§ **Exercise aim**
Pick out each line in these entries that contains the string "Left".

§ **Records for this task**
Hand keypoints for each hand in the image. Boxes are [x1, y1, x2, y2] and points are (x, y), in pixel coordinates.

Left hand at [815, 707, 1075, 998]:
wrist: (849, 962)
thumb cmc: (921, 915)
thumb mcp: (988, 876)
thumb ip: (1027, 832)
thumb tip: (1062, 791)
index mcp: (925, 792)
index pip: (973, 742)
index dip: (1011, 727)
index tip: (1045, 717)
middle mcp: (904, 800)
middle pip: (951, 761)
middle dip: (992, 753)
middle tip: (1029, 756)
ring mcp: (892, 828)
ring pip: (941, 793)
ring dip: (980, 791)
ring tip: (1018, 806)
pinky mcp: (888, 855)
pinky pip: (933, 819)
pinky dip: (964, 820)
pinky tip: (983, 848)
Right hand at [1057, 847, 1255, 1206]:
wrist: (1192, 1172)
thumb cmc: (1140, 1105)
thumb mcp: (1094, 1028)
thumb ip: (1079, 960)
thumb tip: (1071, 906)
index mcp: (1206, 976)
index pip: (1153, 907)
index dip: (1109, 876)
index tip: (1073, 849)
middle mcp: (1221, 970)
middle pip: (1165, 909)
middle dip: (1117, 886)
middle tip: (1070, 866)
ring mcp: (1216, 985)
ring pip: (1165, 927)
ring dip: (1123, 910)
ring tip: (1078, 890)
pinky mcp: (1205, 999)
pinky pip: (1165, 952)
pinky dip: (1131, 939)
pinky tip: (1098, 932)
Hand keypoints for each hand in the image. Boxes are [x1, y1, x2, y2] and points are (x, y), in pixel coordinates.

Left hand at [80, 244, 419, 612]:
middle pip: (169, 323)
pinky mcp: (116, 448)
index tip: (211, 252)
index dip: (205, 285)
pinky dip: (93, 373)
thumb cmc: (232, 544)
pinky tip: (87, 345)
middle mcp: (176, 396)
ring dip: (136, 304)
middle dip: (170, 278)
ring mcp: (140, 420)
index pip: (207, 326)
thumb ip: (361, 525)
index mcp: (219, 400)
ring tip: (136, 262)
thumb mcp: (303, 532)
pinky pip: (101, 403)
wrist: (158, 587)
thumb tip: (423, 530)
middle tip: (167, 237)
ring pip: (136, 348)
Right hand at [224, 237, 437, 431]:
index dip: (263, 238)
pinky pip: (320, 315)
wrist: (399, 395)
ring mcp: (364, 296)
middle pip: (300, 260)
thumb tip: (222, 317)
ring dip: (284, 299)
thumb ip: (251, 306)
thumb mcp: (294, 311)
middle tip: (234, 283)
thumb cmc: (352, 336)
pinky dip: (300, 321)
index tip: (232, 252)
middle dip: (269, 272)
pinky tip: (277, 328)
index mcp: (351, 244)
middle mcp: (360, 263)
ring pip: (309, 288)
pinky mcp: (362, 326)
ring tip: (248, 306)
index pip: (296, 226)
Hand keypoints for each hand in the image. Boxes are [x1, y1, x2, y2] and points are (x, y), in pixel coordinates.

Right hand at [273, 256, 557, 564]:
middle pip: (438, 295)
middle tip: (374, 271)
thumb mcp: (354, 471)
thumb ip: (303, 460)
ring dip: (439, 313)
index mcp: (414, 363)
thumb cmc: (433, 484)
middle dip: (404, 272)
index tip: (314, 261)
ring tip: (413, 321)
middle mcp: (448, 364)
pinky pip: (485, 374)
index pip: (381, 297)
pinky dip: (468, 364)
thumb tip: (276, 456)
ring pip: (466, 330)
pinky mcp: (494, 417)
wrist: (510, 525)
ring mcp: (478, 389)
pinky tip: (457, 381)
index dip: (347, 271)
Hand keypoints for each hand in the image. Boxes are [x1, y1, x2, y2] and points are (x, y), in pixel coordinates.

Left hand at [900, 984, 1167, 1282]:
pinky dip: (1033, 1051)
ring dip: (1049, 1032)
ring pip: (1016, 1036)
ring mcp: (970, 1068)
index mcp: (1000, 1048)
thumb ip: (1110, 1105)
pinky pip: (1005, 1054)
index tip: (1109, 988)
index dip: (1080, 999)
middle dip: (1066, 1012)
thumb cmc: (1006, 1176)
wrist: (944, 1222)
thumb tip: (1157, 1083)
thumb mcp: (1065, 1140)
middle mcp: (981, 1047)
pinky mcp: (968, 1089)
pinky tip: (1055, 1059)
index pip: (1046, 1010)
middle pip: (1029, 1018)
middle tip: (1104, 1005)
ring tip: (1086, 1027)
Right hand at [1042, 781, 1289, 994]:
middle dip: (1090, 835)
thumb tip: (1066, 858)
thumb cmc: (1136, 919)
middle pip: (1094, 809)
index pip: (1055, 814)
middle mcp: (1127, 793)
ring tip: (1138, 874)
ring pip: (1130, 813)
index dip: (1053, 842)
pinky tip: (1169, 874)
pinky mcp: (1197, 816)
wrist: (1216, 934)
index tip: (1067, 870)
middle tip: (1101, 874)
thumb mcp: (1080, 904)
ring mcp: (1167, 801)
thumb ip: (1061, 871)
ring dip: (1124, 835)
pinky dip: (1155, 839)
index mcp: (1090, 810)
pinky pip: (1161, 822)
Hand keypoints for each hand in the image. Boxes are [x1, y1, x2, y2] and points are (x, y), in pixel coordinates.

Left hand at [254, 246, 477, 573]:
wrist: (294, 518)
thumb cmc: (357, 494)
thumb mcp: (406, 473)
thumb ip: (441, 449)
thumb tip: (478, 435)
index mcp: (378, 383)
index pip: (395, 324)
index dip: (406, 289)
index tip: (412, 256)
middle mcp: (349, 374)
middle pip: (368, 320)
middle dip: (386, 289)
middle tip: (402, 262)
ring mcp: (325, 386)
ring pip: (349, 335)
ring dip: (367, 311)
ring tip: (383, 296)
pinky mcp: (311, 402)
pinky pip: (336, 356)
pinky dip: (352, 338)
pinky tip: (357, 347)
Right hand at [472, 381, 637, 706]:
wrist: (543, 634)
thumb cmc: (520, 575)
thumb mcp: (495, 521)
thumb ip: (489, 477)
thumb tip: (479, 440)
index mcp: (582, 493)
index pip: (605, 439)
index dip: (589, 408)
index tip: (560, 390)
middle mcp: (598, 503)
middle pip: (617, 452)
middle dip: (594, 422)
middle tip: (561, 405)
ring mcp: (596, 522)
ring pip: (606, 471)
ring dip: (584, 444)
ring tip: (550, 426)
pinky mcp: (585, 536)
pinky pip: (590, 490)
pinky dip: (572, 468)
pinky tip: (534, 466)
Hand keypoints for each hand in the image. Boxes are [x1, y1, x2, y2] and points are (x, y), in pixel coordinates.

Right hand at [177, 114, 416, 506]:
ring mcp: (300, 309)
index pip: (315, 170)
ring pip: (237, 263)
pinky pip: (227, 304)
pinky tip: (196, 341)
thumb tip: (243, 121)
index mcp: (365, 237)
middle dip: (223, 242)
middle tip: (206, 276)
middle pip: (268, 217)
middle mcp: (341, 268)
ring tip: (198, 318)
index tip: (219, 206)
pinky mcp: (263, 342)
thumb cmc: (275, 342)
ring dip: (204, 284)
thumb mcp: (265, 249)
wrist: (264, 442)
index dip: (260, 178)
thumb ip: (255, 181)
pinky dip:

§ **Response to the task**
Left hand at [815, 707, 1075, 998]:
Left hand at [80, 244, 419, 612]:
Left hand at [900, 984, 1167, 1282]:
Left hand at [254, 246, 477, 573]:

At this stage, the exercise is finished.